● **Work item**
Everything in the listing below needs restating exactly, apart from the pictures.

Listed records START

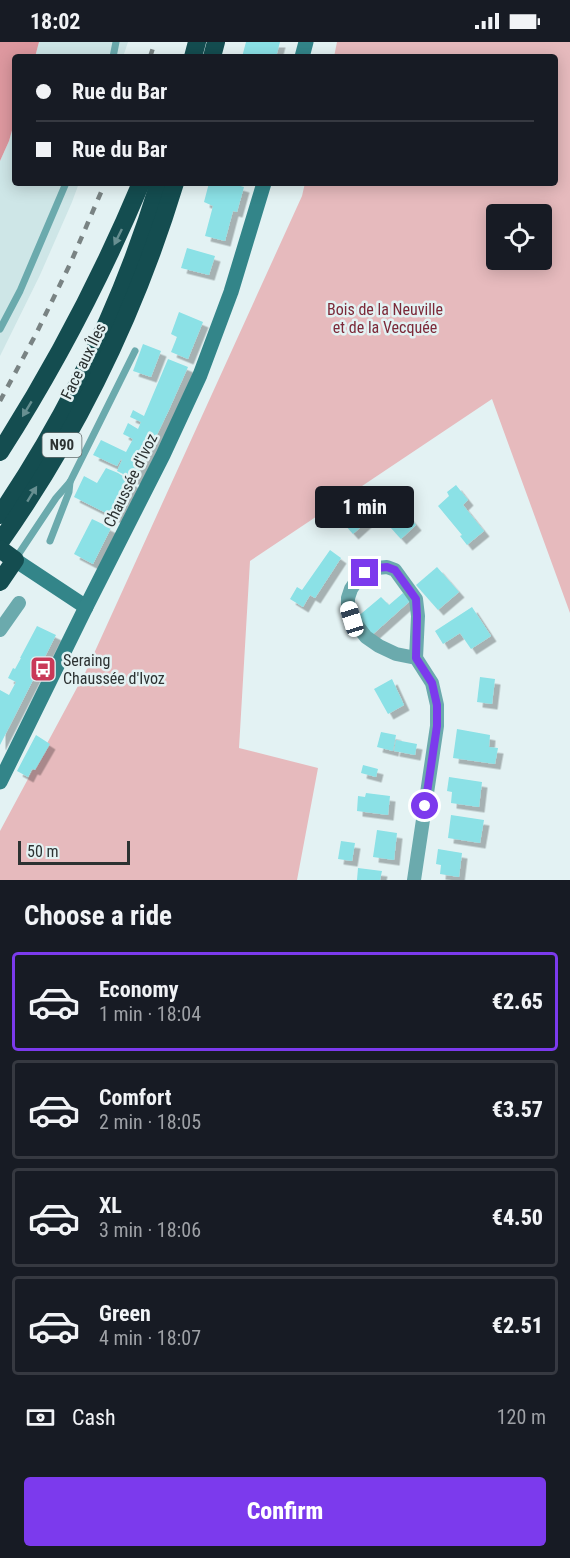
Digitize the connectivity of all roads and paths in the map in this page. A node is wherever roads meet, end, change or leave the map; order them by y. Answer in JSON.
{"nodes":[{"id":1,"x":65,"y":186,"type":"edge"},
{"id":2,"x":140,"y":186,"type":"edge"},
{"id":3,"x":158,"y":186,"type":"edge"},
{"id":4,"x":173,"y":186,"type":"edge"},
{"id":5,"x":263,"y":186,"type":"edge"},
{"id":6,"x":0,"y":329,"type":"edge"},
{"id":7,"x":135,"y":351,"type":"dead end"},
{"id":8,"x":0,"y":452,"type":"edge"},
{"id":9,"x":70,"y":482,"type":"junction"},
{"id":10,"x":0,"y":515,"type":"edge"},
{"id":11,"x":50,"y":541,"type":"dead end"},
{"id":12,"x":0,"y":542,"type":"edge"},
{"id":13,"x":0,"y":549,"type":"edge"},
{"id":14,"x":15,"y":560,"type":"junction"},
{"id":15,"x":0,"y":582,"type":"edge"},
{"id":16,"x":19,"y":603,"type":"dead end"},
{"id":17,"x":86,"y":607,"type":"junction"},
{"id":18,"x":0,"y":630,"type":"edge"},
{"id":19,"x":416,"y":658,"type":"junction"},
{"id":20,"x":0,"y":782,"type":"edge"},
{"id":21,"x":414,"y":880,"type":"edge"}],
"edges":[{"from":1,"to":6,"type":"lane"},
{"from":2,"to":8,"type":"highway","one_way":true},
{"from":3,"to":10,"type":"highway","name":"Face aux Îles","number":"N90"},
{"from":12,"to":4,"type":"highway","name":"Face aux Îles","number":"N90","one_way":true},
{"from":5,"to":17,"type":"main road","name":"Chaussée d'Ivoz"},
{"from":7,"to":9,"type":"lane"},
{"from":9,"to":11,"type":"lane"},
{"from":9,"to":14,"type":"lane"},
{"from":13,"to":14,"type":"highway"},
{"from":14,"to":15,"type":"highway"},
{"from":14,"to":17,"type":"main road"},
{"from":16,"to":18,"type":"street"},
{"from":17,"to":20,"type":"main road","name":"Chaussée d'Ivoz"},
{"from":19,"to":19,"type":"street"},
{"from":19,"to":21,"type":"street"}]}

Listed records END

● **Result**
Digitize the connectivity of all roads and paths in the map in this page. A node is wherever roads meet, end, change or leave the map; order them by y. Answer in JSON.
{"nodes":[{"id":1,"x":65,"y":186,"type":"edge"},
{"id":2,"x":140,"y":186,"type":"edge"},
{"id":3,"x":158,"y":186,"type":"edge"},
{"id":4,"x":173,"y":186,"type":"edge"},
{"id":5,"x":263,"y":186,"type":"edge"},
{"id":6,"x":0,"y":329,"type":"edge"},
{"id":7,"x":135,"y":351,"type":"dead end"},
{"id":8,"x":0,"y":452,"type":"edge"},
{"id":9,"x":70,"y":482,"type":"junction"},
{"id":10,"x":0,"y":515,"type":"edge"},
{"id":11,"x":50,"y":541,"type":"dead end"},
{"id":12,"x":0,"y":542,"type":"edge"},
{"id":13,"x":0,"y":549,"type":"edge"},
{"id":14,"x":15,"y":560,"type":"junction"},
{"id":15,"x":0,"y":582,"type":"edge"},
{"id":16,"x":19,"y":603,"type":"dead end"},
{"id":17,"x":86,"y":607,"type":"junction"},
{"id":18,"x":0,"y":630,"type":"edge"},
{"id":19,"x":416,"y":658,"type":"junction"},
{"id":20,"x":0,"y":782,"type":"edge"},
{"id":21,"x":414,"y":880,"type":"edge"}],
"edges":[{"from":1,"to":6,"type":"lane"},
{"from":2,"to":8,"type":"highway","one_way":true},
{"from":3,"to":10,"type":"highway","name":"Face aux Îles","number":"N90"},
{"from":12,"to":4,"type":"highway","name":"Face aux Îles","number":"N90","one_way":true},
{"from":5,"to":17,"type":"main road","name":"Chaussée d'Ivoz"},
{"from":7,"to":9,"type":"lane"},
{"from":9,"to":11,"type":"lane"},
{"from":9,"to":14,"type":"lane"},
{"from":13,"to":14,"type":"highway"},
{"from":14,"to":15,"type":"highway"},
{"from":14,"to":17,"type":"main road"},
{"from":16,"to":18,"type":"street"},
{"from":17,"to":20,"type":"main road","name":"Chaussée d'Ivoz"},
{"from":19,"to":19,"type":"street"},
{"from":19,"to":21,"type":"street"}]}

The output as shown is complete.